:: Material for this exercise ::
Start of Block

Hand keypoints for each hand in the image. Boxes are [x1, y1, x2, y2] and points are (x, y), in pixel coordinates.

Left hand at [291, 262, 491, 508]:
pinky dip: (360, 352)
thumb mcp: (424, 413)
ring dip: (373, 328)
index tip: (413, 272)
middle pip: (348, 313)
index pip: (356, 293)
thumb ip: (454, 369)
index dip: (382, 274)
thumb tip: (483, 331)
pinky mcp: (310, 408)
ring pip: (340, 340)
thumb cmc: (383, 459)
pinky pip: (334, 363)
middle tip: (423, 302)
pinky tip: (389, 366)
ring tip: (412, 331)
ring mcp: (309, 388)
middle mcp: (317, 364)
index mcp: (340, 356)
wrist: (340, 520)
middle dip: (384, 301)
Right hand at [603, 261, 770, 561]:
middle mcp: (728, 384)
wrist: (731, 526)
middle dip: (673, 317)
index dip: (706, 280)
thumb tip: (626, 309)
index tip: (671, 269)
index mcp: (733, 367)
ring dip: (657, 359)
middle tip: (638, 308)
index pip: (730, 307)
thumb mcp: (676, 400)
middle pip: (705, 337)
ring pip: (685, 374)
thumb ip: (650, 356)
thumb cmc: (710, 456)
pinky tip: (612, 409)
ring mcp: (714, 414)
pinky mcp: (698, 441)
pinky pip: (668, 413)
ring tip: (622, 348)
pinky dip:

End of Block

:: The problem ::
Please reproduce every line of the material word for word.

:: Response to this task ::
Hand keypoints for each hand in the image. Boxes are [x1, y1, x2, y2] and points are (x, y), in pixel coordinates.

Left hand at [291, 262, 491, 508]:
pinky dip: (360, 352)
thumb mcp: (424, 413)
ring dip: (373, 328)
index tip: (413, 272)
middle pip: (348, 313)
index pip: (356, 293)
thumb ip: (454, 369)
index dip: (382, 274)
thumb tip: (483, 331)
pinky mcp: (310, 408)
ring pip: (340, 340)
thumb cmc: (383, 459)
pinky pip: (334, 363)
middle tip: (423, 302)
pinky tip: (389, 366)
ring tip: (412, 331)
ring mcp: (309, 388)
middle mcp: (317, 364)
index mcp: (340, 356)
wrist: (340, 520)
middle dip: (384, 301)
Right hand at [603, 261, 770, 561]:
middle mcp: (728, 384)
wrist: (731, 526)
middle dip: (673, 317)
index dip: (706, 280)
thumb tip: (626, 309)
index tip: (671, 269)
index mcp: (733, 367)
ring dip: (657, 359)
middle tip: (638, 308)
index pip: (730, 307)
thumb mcp: (676, 400)
middle pip: (705, 337)
ring pip: (685, 374)
thumb ip: (650, 356)
thumb cmc: (710, 456)
pinky tip: (612, 409)
ring mcp: (714, 414)
pinky mcp: (698, 441)
pinky pip: (668, 413)
ring tip: (622, 348)
pinky dip:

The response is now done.